(Dr. S. M. Ghiaasiaan, advisor)
"Transport of Microscopic Particles in Microchannels and Microbubbles"
The effect of microscopic particles on hydrodynamics and heat transfer in microchannels subject to turbulent flow was investigated, and a Monte-Carlo simulation of the transport of micro particles in spherical and oscillating bubbles was performed.
The anomalous and opposing trends in published data dealing with turbulent flow friction factor and heat transfer coefficient in microchannels, and their apparent disagreement with macroscale correlations, are investigated. It is shown that the modification of turbulent eddy diffusivities, consistent with the way suspended particles may modify turbulence, can explain the observed higher-than-expected heat transfer coefficients in some data. It is therefore suggested that suspended microscopic particles may be a major contributor to the aforementioned inconsistencies and disagreements in some of the published data.

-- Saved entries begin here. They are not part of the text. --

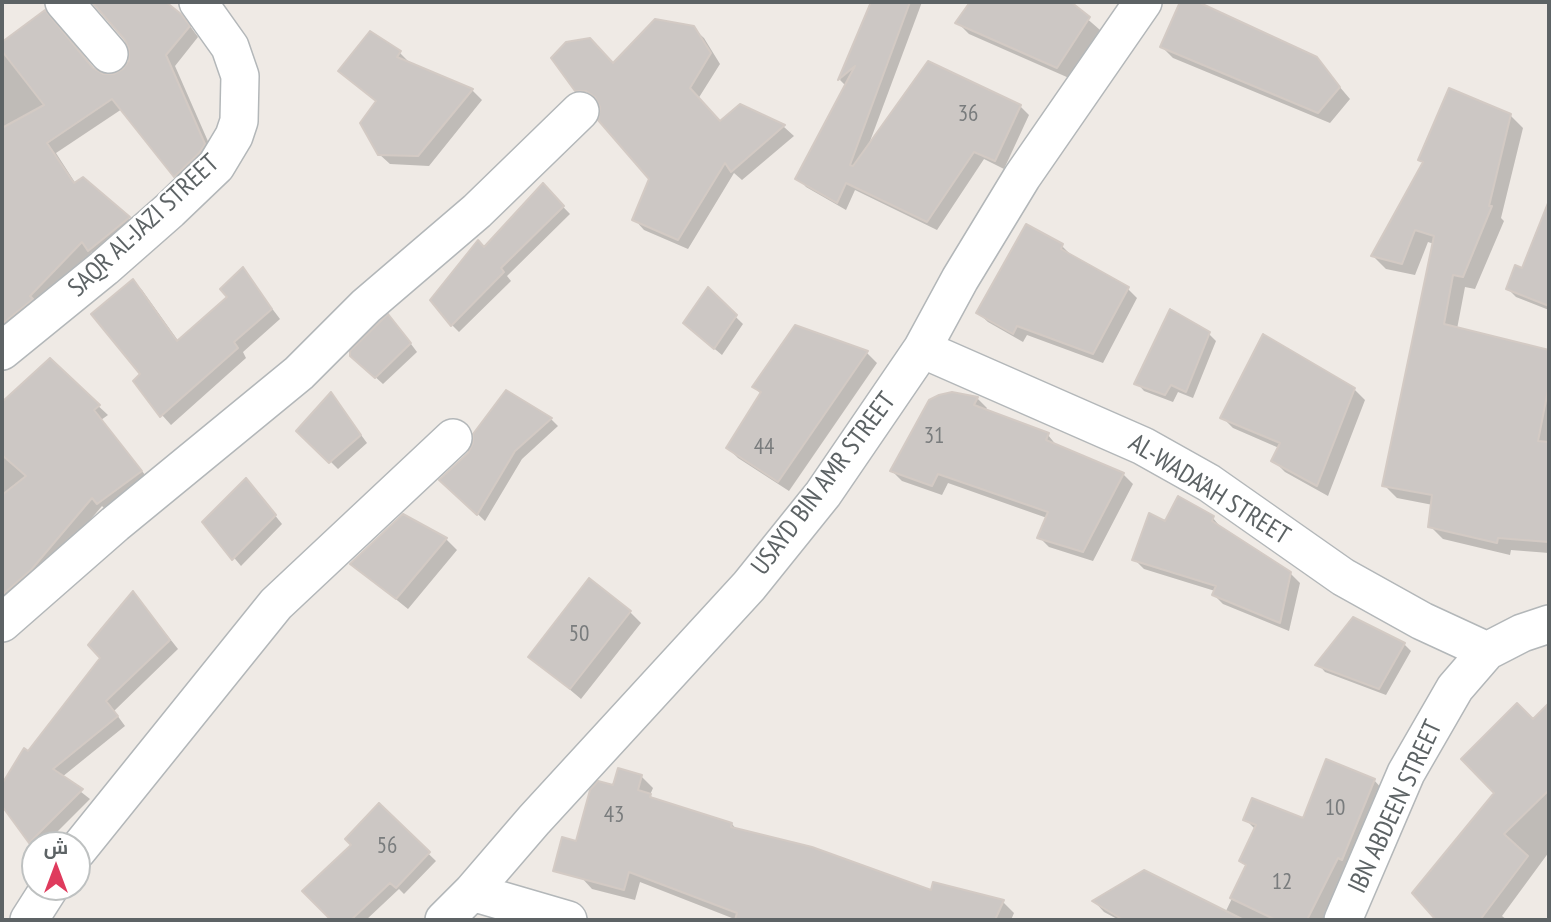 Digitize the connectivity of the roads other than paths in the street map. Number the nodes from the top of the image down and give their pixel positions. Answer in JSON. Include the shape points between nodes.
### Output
{"nodes":[{"id":1,"x":64,"y":2,"type":"edge"},
{"id":2,"x":198,"y":2,"type":"edge"},
{"id":3,"x":1143,"y":2,"type":"edge"},
{"id":4,"x":109,"y":54,"type":"dead end"},
{"id":5,"x":580,"y":111,"type":"dead end"},
{"id":6,"x":922,"y":349,"type":"junction"},
{"id":7,"x":2,"y":351,"type":"edge"},
{"id":8,"x":453,"y":438,"type":"dead end"},
{"id":9,"x":2,"y":623,"type":"edge"},
{"id":10,"x":1549,"y":624,"type":"edge"},
{"id":11,"x":1487,"y":651,"type":"junction"},
{"id":12,"x":91,"y":834,"type":"edge"},
{"id":13,"x":472,"y":892,"type":"junction"},
{"id":14,"x":41,"y":901,"type":"edge"},
{"id":15,"x":29,"y":920,"type":"edge"},
{"id":16,"x":444,"y":920,"type":"edge"},
{"id":17,"x":568,"y":920,"type":"edge"},
{"id":18,"x":1343,"y":920,"type":"edge"}],
"edges":[{"from":1,"to":4,"type":"street"},
{"from":2,"to":7,"type":"street","name":"SAQR AL-JAZI STREET","via":[[230,47],[240,76],[234,136],[216,166],[143,235]]},
{"from":3,"to":6,"type":"street","name":"USAYD BIN AMR STREET","via":[[1022,177]]},
{"from":5,"to":9,"type":"street","via":[[299,373]]},
{"from":6,"to":11,"type":"street","name":"AL-WADA’AH STREET","via":[[1143,446],[1209,483],[1343,577]]},
{"from":6,"to":13,"type":"street","name":"USAYD BIN AMR STREET","via":[[785,543]]},
{"from":8,"to":12,"type":"street","via":[[276,604]]},
{"from":10,"to":11,"type":"street","name":"IBN ABDEEN STREET"},
{"from":11,"to":18,"type":"street","name":"IBN ABDEEN STREET","via":[[1455,688],[1406,773]]},
{"from":13,"to":16,"type":"street","name":"USAYD BIN AMR STREET"},
{"from":13,"to":17,"type":"street"},
{"from":14,"to":15,"type":"street"}]}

The dynamic transport and removal of suspended microscopic particles in spherical and oscillating bubbles rising in quiescent liquid pools are modeled based on a hybrid Eulerian—Monte-Carlo numerical analysis. The bubble internal circulation is obtained by assuming that it is similar to Hill’s vortex flow for non-oscillating bubbles. For oscillating bubbles, the latter solution is perturbed to account for the effect of oscillations. The transport of particles is rendered by a Monte-Carlo analysis, based on the simultaneous solution of the equations of motion for a large number of particles in the Lagrangian frame. The particle equations of motion account for sedimentation, inertia, convection, and Brownian (modeled by an appropriately defined random force) displacement mechanisms. For non-oscillating micro bubbles, parametric calculations are presented and compared with relevant Eulerian models, including the widely-used method of Fuchs (1964). The strength of bubble internal circulation is shown to be a key parameter affecting the particles. The Eulerian models predict Brownian motion well, but over predicted the inertial particle removal rates.
Vibrating spherical bubbles are assumed to undergo second-mode shape oscillations while supporting laminar internal circulation. Parametric calculations are presented to examine the effect of oscillations on particle removal rate from bubbles, and its sensitivity to particle and bubble size. The results show that oscillations enhance the particle removal rate from bubbles. The enhancement effect increases with reduction of the particle diameter, increased bubble diameter, and increased oscillation amplitude. For sub-micron particles suspended in mm-size bubbles, for example, oscillations could increase particle removal rates by orders of magnitude.